[Opening The data section]
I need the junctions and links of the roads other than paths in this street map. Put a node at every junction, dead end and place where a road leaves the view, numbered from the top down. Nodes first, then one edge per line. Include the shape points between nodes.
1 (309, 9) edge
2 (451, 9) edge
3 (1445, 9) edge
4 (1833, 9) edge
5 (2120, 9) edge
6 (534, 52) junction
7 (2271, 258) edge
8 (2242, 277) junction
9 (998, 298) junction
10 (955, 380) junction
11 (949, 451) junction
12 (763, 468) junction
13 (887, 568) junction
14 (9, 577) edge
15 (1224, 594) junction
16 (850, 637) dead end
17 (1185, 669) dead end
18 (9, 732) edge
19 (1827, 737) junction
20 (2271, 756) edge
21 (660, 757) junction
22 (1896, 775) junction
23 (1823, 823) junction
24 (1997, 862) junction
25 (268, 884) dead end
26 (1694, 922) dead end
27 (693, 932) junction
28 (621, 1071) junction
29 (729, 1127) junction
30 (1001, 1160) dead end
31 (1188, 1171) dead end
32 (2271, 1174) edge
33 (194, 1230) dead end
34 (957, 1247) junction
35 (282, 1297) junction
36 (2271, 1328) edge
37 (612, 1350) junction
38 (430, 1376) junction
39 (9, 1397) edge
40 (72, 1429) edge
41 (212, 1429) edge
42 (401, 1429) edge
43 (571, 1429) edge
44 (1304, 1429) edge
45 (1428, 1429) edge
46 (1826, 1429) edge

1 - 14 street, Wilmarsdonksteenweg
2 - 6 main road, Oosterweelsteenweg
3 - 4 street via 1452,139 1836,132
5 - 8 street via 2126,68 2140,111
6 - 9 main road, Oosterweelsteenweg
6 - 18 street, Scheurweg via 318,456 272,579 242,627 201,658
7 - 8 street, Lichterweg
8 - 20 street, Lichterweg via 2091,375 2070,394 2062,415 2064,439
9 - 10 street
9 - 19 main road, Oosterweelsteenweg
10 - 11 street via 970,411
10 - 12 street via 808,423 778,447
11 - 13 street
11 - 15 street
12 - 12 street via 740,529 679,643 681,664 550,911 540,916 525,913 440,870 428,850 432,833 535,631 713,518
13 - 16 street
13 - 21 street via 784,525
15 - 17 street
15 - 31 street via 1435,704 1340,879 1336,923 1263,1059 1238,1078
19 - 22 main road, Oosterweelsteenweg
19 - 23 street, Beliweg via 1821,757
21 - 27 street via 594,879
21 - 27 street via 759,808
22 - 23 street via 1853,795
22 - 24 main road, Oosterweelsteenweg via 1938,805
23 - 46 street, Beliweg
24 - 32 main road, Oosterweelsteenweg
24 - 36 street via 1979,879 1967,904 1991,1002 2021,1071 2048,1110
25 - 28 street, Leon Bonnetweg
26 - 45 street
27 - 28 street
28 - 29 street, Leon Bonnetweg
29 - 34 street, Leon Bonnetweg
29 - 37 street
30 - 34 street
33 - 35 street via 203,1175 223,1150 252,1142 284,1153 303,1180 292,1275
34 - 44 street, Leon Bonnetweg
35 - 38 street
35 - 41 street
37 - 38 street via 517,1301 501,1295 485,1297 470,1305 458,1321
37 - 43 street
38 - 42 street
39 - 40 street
[Closing The data section]
**Activity:** Among the entries above, determine how many lines contain "Beliweg", then output only that number.

**Task result:** 2